Core concepts
Observability
Traces joined to runs, per-node metrics, and cost attribution.
Every step is traced
Each node execution is an activity with an OpenTelemetry span; spans join to the run, so the
question is never "what logs mention this?" but "show me the run." Model calls carry gen_ai
spans with token counts and cost; tool invocations carry the gateway's decision trail.
PII is redacted before spans leave the boundary.
The trace inspector
Click any node in the workflow graph to open the inspector:
- Overview — status, latency, tokens, cost, and loop iterations (each iteration with its own outcome and duration).
- Input / Output — the exact JSON payloads that crossed the node boundary.
- Trace — the span timeline under the node:
activity.execute,llm.completion,tool.mcp.*,rag.retrieve, each with duration bars.
Metrics that matter
The observability dashboard aggregates per workflow, per agent, and per node:
- Throughput — runs per hour, live.
- Success rate and error taxonomy (transient vs terminal).

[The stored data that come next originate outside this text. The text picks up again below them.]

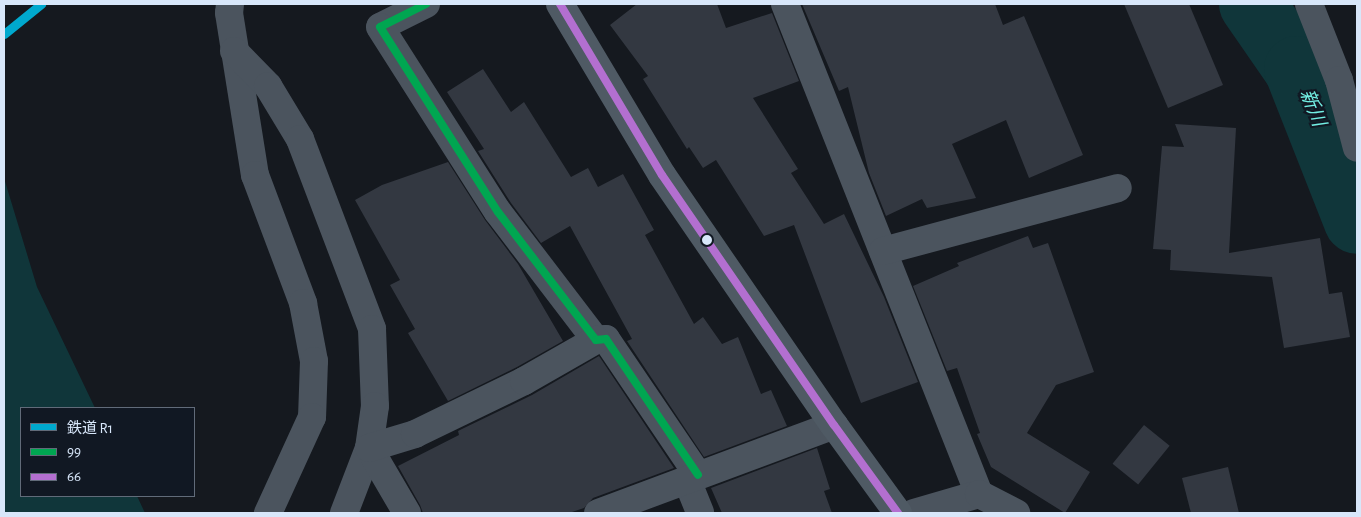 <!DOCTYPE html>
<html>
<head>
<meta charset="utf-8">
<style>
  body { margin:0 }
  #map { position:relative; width:1361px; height:517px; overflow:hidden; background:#15191f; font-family:"Alegreya Sans","Noto Sans JP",sans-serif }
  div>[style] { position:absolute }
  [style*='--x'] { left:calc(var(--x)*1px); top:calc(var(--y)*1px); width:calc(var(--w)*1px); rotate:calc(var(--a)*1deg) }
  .water>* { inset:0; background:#10363a }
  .river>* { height:66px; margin:-33px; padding:0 33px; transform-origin:33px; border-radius:33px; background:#10363a }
  .building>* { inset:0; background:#333841; transform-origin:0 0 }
  .street>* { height:28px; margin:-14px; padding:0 14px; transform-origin:14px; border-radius:14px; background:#4b545e }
  .secondary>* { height:28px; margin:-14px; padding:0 14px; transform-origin:14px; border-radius:14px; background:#4f5a64 }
  .bus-1>* { height:8px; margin:-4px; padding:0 4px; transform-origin:4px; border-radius:4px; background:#00a651 }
  .bus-2>* { height:8px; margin:-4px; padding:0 4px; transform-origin:4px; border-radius:4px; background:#b36fd0 }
  .rail-1>* { height:9px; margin:-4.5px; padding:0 4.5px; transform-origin:4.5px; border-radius:4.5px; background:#00a9ce }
  .dots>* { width:14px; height:14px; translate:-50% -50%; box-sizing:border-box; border:2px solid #111823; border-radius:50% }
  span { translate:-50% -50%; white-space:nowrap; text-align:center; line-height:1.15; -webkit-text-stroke:4.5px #111823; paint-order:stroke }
  .water-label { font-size:19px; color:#72eee3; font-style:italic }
  .frame { position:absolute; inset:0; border:5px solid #d8e7fa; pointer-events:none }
  .legend { position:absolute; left:20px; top:407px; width:175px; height:90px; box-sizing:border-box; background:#111823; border:1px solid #616b79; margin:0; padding:6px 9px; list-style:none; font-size:15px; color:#d8e7fa }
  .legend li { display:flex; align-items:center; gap:10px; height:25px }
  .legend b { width:25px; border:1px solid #616b79 }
</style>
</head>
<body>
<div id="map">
  <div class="water">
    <div style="clip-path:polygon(4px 178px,37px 287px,95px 408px,21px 408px,21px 496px,137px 496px,145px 513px,4px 513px)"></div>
  </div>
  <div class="river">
    <div style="--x:1252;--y:4;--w:79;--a:55.3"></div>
    <div style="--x:1297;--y:69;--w:163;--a:68.5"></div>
  </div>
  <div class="building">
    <div style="clip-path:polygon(637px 4px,717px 4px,726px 28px,772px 13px,799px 81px,753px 98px,798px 169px,791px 173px,824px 224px,844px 214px,884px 297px,918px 382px,861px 403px,794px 225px,764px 236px,716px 160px,703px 168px,689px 147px,687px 149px,643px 79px,648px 76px,610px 25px)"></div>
    <div style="clip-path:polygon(802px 4px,995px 4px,1003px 25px,1024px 16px,1083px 155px,1029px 178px,1006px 120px,952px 144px,976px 198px,927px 208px,922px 199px,886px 216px,869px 173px,848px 87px,839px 91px)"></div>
    <div style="clip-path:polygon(1124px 4px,1189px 4px,1223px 85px,1168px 108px)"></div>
    <div style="clip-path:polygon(483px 69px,511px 112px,524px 102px,571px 177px,588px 168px,598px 187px,623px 174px,654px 230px,645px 235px,694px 324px,703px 317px,722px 344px,738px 337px,761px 394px,771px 390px,787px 426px,704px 457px,627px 341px,632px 339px,570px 226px,541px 243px,511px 203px,478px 151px,484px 149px,447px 92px)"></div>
    <div style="clip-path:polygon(1175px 124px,1236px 128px,1229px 253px,1320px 238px,1329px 294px,1342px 292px,1350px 337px,1284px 348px,1272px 277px,1170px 270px,1171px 250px,1153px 249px,1162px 146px,1184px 147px)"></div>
    <div style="clip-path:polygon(448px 162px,485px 220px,518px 264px,563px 341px,517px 367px,448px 401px,408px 333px,415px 329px,390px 285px,400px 280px,355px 200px,382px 185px)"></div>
    <div style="clip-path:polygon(1028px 236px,1033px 248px,1048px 243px,1094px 372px,1056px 385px,1027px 433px,1090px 472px,1065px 513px,991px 467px,977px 434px,980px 433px,957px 368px,947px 371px,913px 286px,959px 266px,957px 263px)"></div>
    <div style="clip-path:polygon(599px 356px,674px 468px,593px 498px,584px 508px,569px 513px,423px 513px,420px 505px,398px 466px,459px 435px,458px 431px,464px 428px,532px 395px)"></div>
    <div style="left:1144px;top:425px;width:33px;height:50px;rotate:39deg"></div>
    <div style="clip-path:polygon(817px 448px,830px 489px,824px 491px,832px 513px,722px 513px,711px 488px)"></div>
    <div style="clip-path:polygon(1228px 467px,1239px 513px,1191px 513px,1182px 478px)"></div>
  </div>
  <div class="street">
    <div style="--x:230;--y:4;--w:9;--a:96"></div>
    <div style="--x:229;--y:13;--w:164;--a:80.9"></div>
    <div style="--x:255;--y:175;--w:137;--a:69.4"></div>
    <div style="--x:303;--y:303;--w:59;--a:79.3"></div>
    <div style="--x:314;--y:361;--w:56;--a:92"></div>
    <div style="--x:312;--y:417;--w:106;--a:114.6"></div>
    <div style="--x:426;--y:4;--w:51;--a:153.4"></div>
    <div style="--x:380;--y:27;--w:219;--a:57.5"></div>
    <div style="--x:498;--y:212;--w:161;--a:52.6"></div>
    <div style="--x:596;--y:340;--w:10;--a:-6"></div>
    <div style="--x:606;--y:339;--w:164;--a:55.9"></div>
    <div style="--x:785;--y:4;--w:527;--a:68.4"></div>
    <div style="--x:1309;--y:4;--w:82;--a:68.5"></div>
    <div style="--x:1339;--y:80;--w:70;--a:75.2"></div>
    <div style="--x:234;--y:51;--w:49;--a:45.8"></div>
    <div style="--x:268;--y:86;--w:62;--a:58.9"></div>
    <div style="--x:300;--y:139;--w:203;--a:69.2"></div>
    <div style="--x:372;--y:329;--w:77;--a:87.8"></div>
    <div style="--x:375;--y:406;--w:42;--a:98.1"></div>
    <div style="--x:369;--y:448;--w:70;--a:111"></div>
    <div style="--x:883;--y:251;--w:243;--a:-15"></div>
    <div style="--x:687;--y:480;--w:35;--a:68"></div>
    <div style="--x:407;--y:513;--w:75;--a:-120.3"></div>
    <div style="--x:369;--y:448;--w:48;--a:-16.9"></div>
    <div style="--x:415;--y:434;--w:121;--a:-25.9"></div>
    <div style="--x:524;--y:381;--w:83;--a:-29.7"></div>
    <div style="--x:598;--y:513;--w:252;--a:-20.4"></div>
    <div style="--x:914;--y:513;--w:68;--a:-16.3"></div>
    <div style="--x:979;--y:494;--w:42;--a:27.2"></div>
  </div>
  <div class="secondary">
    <div style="--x:560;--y:4;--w:199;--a:59.2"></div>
    <div style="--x:662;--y:175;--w:303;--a:55.5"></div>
    <div style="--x:834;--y:425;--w:109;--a:54"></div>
  </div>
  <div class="bus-1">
    <div style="--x:426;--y:4;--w:51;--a:153.4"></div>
    <div style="--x:380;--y:27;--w:219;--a:57.5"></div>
    <div style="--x:498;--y:212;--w:161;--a:52.6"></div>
    <div style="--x:596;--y:340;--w:10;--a:-6"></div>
    <div style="--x:606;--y:339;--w:164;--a:55.9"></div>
  </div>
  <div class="bus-2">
    <div style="--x:560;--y:4;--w:199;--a:59.2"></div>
    <div style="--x:662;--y:175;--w:303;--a:55.5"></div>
    <div style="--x:834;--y:425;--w:109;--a:54"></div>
  </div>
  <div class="rail-1">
    <div style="--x:4;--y:34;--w:48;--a:-39"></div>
  </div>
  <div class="dots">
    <div style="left:707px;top:240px;background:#d8e7fa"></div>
  </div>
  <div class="water-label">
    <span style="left:1312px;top:108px;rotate:68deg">新川</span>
  </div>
  <div class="frame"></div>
  <ul class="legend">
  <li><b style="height:6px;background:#00a9ce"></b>鉄道 R1</li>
  <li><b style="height:6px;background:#00a651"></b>99</li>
  <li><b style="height:6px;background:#b36fd0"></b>66</li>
  </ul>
</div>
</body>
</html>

- Latency — p50/p95 per node;
p95 2.4sis a first-class number here, not a footnote. - Cost —
$ / runand$ / call, attributed down to the individual model call via the provenance triple(model_id, model_version, output_id). - Tokens — per node, per run, per agent.
Audit-first
Every security-relevant event — policy decisions, secret access, tool invocations, version publishes, permission changes — lands in an append-only audit log. Every surface answers what changed, who did it, when, and why.